#### Problem description
I'd like the full listing transcribed exactly, with no images included.

#### Information
......
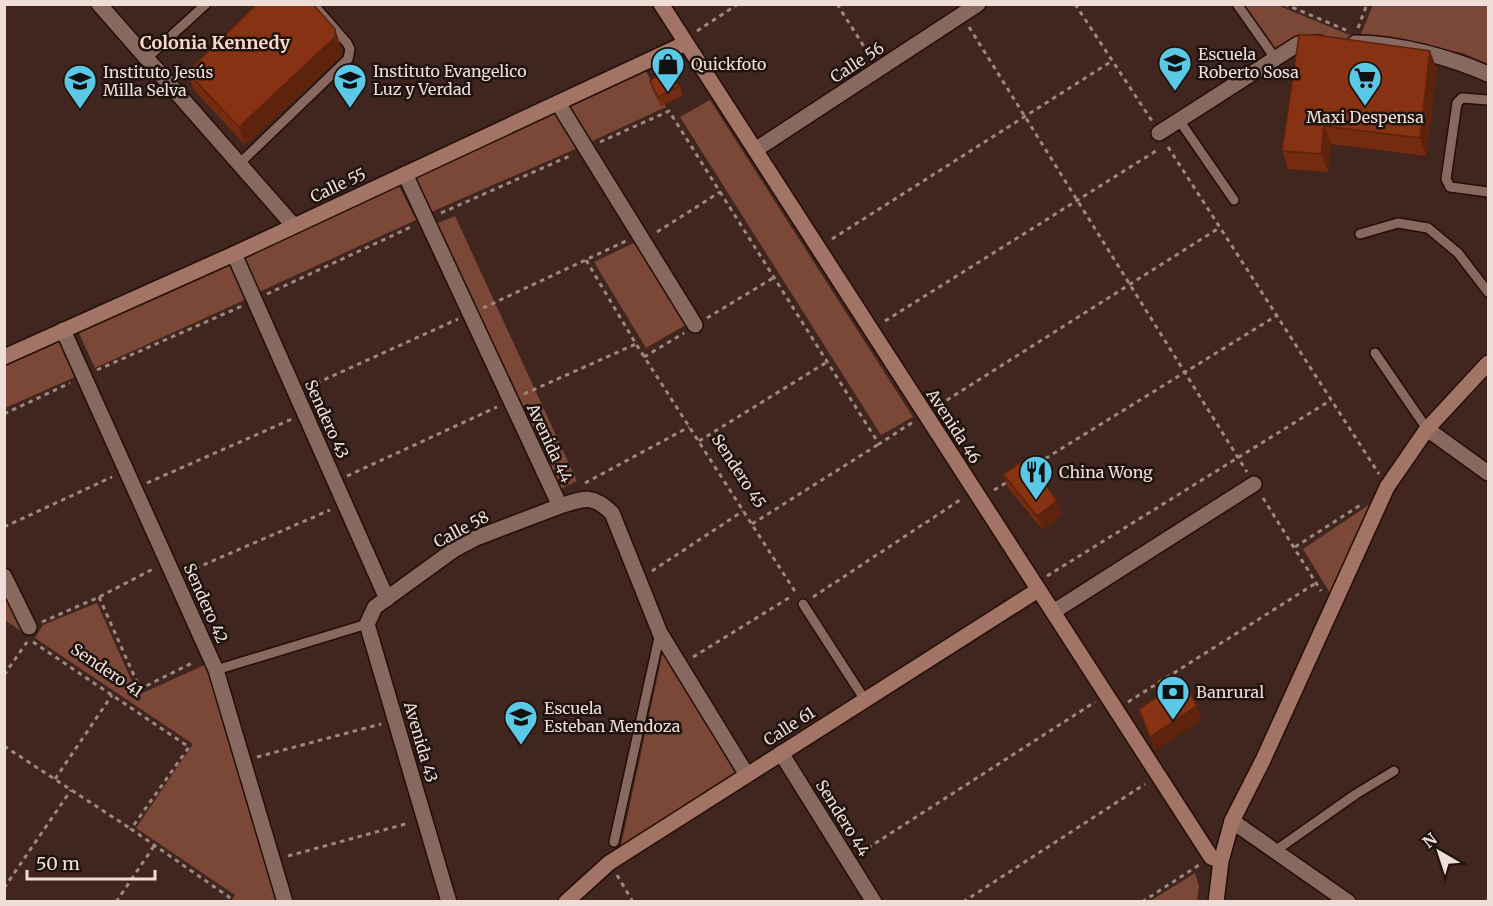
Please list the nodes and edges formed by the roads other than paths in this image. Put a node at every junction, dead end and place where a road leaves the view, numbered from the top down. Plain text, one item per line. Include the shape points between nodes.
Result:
1 (99, 4) edge
2 (206, 4) edge
3 (314, 4) edge
4 (661, 4) edge
5 (978, 4) edge
6 (1237, 4) edge
7 (684, 41) junction
8 (147, 58) junction
9 (1275, 58) junction
10 (1488, 74) edge
11 (1488, 100) edge
12 (558, 103) junction
13 (1179, 120) junction
14 (1163, 139) road end
15 (754, 150) junction
16 (239, 164) junction
17 (405, 174) junction
18 (1488, 192) edge
19 (1234, 200) dead end
20 (293, 225) junction
21 (1360, 234) dead end
22 (234, 254) junction
23 (1488, 292) edge
24 (695, 326) dead end
25 (63, 330) junction
26 (1375, 353) dead end
27 (4, 357) edge
28 (1488, 363) edge
29 (1427, 429) junction
30 (1488, 473) edge
31 (1254, 484) road end
32 (558, 502) junction
33 (4, 576) edge
34 (1036, 587) junction
35 (387, 599) junction
36 (803, 604) road end
37 (1053, 612) junction
38 (367, 624) junction
39 (29, 633) road end
40 (660, 633) junction
41 (216, 670) junction
42 (864, 700) junction
43 (781, 753) junction
44 (1394, 771) dead end
45 (747, 775) junction
46 (1232, 821) junction
47 (614, 842) dead end
48 (1275, 851) junction
49 (1216, 859) junction
50 (285, 902) edge
51 (449, 902) edge
52 (566, 902) edge
53 (874, 902) edge
54 (1216, 902) edge
55 (1348, 902) edge

1 - 8 street
2 - 8 lane
3 - 16 lane via 347,43 348,58
4 - 7 street, Avenida 46
5 - 15 street, Calle 56
6 - 9 lane
7 - 12 street, Calle 55
7 - 15 street, Avenida 46
8 - 16 street
9 - 10 street via 1298,44 1376,43 1459,62
9 - 13 street
11 - 18 lane via 1462,98 1457,103 1446,179 1450,187
12 - 17 street, Calle 55
12 - 24 street
13 - 14 street
13 - 19 lane
15 - 34 street, Avenida 46
16 - 20 street
17 - 20 street, Calle 55
17 - 32 street, Avenida 44
20 - 22 street, Calle 55
21 - 23 lane via 1398,223 1428,228 1458,253
22 - 25 street, Calle 55
22 - 35 street, Sendero 43
25 - 27 street, Calle 55
25 - 41 street, Sendero 42
26 - 29 lane
28 - 29 street
29 - 30 street
29 - 46 street via 1387,487
31 - 37 street
32 - 35 street, Calle 58 via 465,544
32 - 40 street, Avenida 44 via 583,498 600,502 612,513
33 - 39 street
34 - 37 street, Avenida 46
34 - 42 street, Calle 61
35 - 38 street via 375,607
36 - 42 lane
37 - 49 street, Avenida 46
38 - 41 lane
38 - 51 street, Avenida 43
40 - 45 street, Avenida 44
40 - 47 lane
41 - 50 street, Sendero 42
42 - 43 street, Calle 61
43 - 45 street, Calle 61
43 - 53 street, Sendero 44
44 - 48 lane
45 - 52 street, Calle 61 via 609,863
46 - 48 street
46 - 49 street
48 - 55 street
49 - 54 street

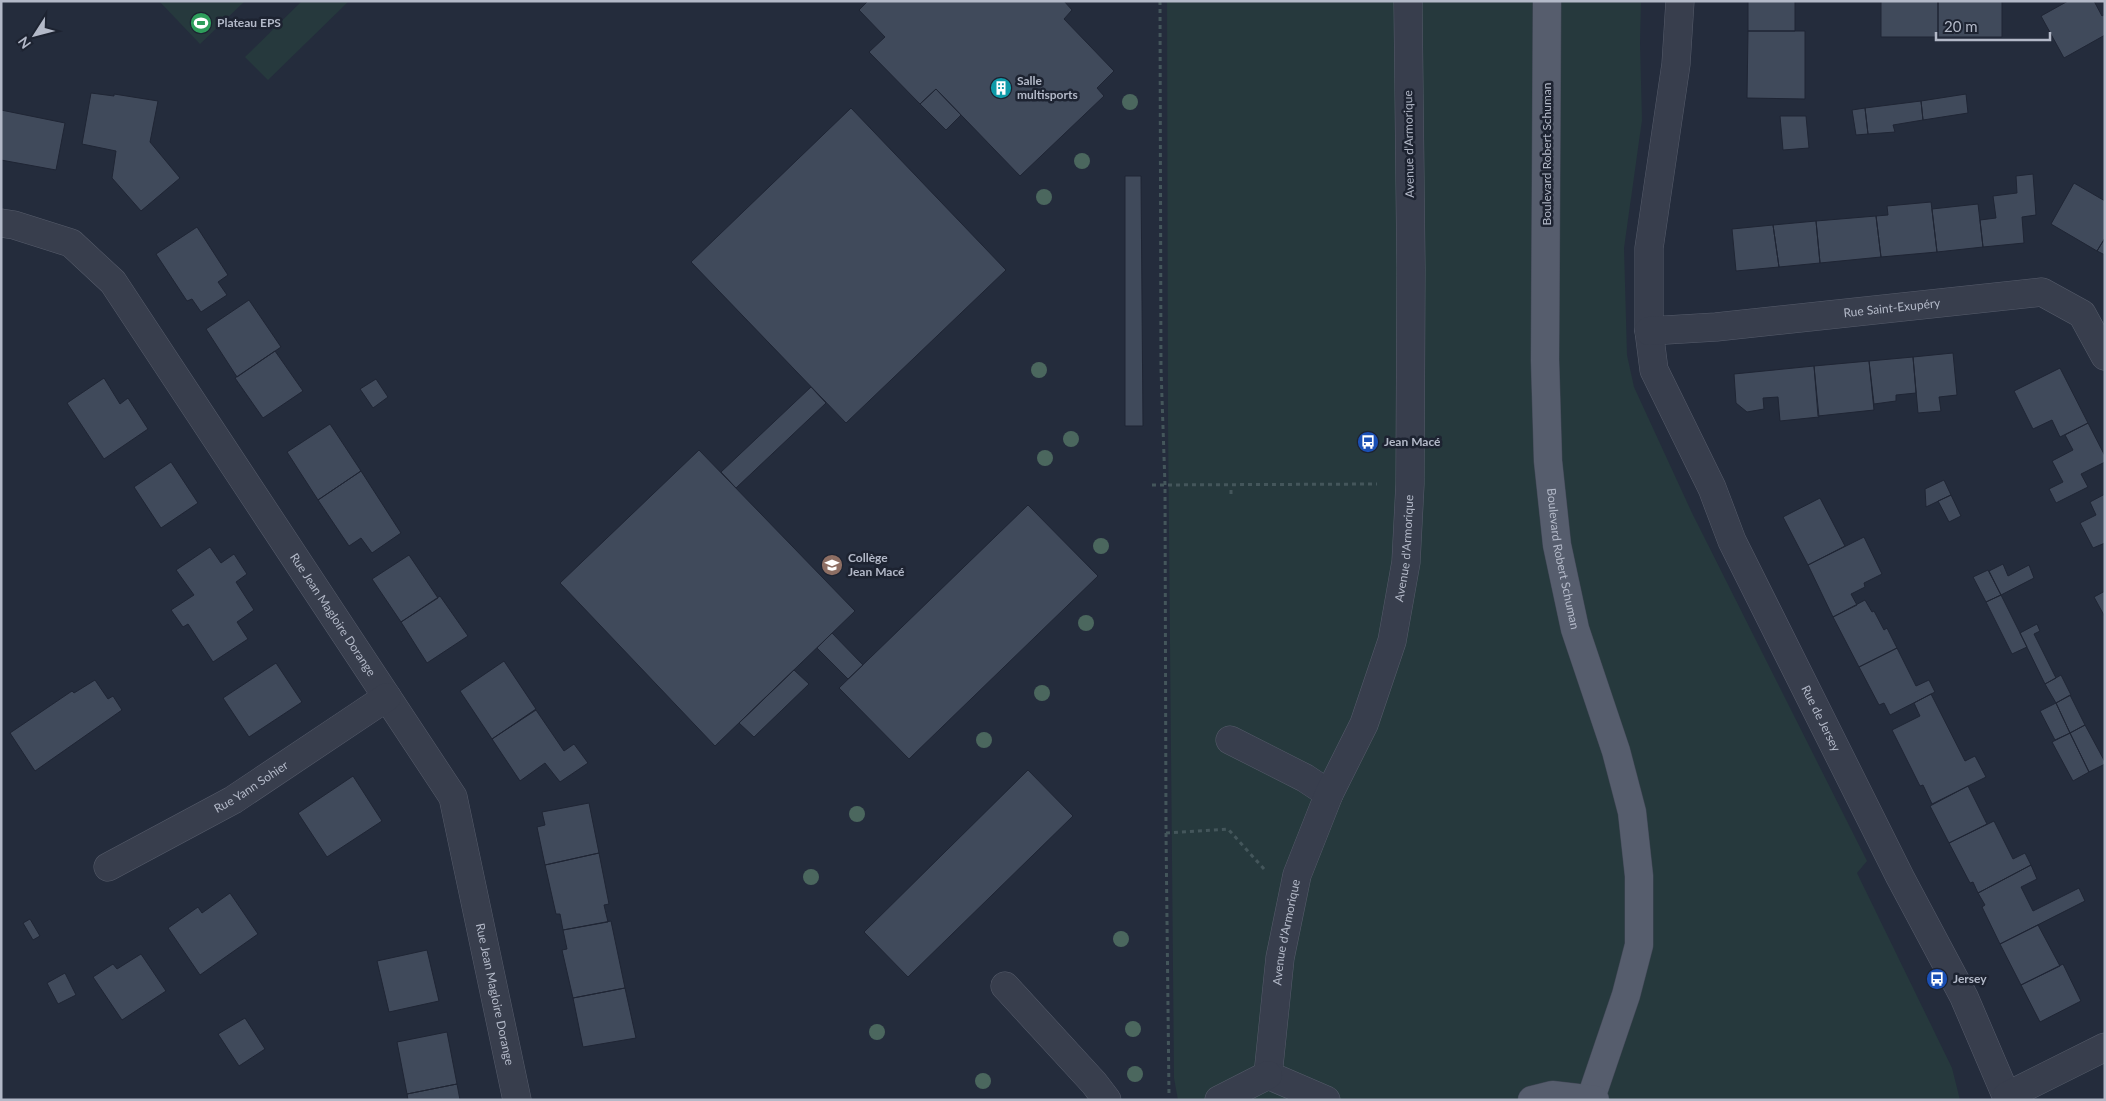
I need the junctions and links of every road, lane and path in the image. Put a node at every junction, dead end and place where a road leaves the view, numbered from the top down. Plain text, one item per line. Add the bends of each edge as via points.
......
#### Solution to the exercise
Please list the nodes and edges formed by the roads other than paths in this image. Put a node at every junction, dead end and place where a road leaves the view, numbered from the top down. Plain text, one item per line. Include the shape points between nodes.
Result:
1 (99, 4) edge
2 (206, 4) edge
3 (314, 4) edge
4 (661, 4) edge
5 (978, 4) edge
6 (1237, 4) edge
7 (684, 41) junction
8 (147, 58) junction
9 (1275, 58) junction
10 (1488, 74) edge
11 (1488, 100) edge
12 (558, 103) junction
13 (1179, 120) junction
14 (1163, 139) road end
15 (754, 150) junction
16 (239, 164) junction
17 (405, 174) junction
18 (1488, 192) edge
19 (1234, 200) dead end
20 (293, 225) junction
21 (1360, 234) dead end
22 (234, 254) junction
23 (1488, 292) edge
24 (695, 326) dead end
25 (63, 330) junction
26 (1375, 353) dead end
27 (4, 357) edge
28 (1488, 363) edge
29 (1427, 429) junction
30 (1488, 473) edge
31 (1254, 484) road end
32 (558, 502) junction
33 (4, 576) edge
34 (1036, 587) junction
35 (387, 599) junction
36 (803, 604) road end
37 (1053, 612) junction
38 (367, 624) junction
39 (29, 633) road end
40 (660, 633) junction
41 (216, 670) junction
42 (864, 700) junction
43 (781, 753) junction
44 (1394, 771) dead end
45 (747, 775) junction
46 (1232, 821) junction
47 (614, 842) dead end
48 (1275, 851) junction
49 (1216, 859) junction
50 (285, 902) edge
51 (449, 902) edge
52 (566, 902) edge
53 (874, 902) edge
54 (1216, 902) edge
55 (1348, 902) edge

1 - 8 street
2 - 8 lane
3 - 16 lane via 347,43 348,58
4 - 7 street, Avenida 46
5 - 15 street, Calle 56
6 - 9 lane
7 - 12 street, Calle 55
7 - 15 street, Avenida 46
8 - 16 street
9 - 10 street via 1298,44 1376,43 1459,62
9 - 13 street
11 - 18 lane via 1462,98 1457,103 1446,179 1450,187
12 - 17 street, Calle 55
12 - 24 street
13 - 14 street
13 - 19 lane
15 - 34 street, Avenida 46
16 - 20 street
17 - 20 street, Calle 55
17 - 32 street, Avenida 44
20 - 22 street, Calle 55
21 - 23 lane via 1398,223 1428,228 1458,253
22 - 25 street, Calle 55
22 - 35 street, Sendero 43
25 - 27 street, Calle 55
25 - 41 street, Sendero 42
26 - 29 lane
28 - 29 street
29 - 30 street
29 - 46 street via 1387,487
31 - 37 street
32 - 35 street, Calle 58 via 465,544
32 - 40 street, Avenida 44 via 583,498 600,502 612,513
33 - 39 street
34 - 37 street, Avenida 46
34 - 42 street, Calle 61
35 - 38 street via 375,607
36 - 42 lane
37 - 49 street, Avenida 46
38 - 41 lane
38 - 51 street, Avenida 43
40 - 45 street, Avenida 44
40 - 47 lane
41 - 50 street, Sendero 42
42 - 43 street, Calle 61
43 - 45 street, Calle 61
43 - 53 street, Sendero 44
44 - 48 lane
45 - 52 street, Calle 61 via 609,863
46 - 48 street
46 - 49 street
48 - 55 street
49 - 54 street

I need the junctions and links of every road, lane and path in the image. Put a node at every junction, dead end and place where a road leaves the view, numbered from the top down. Plain text, one item per line. Add the bends of each edge as via points.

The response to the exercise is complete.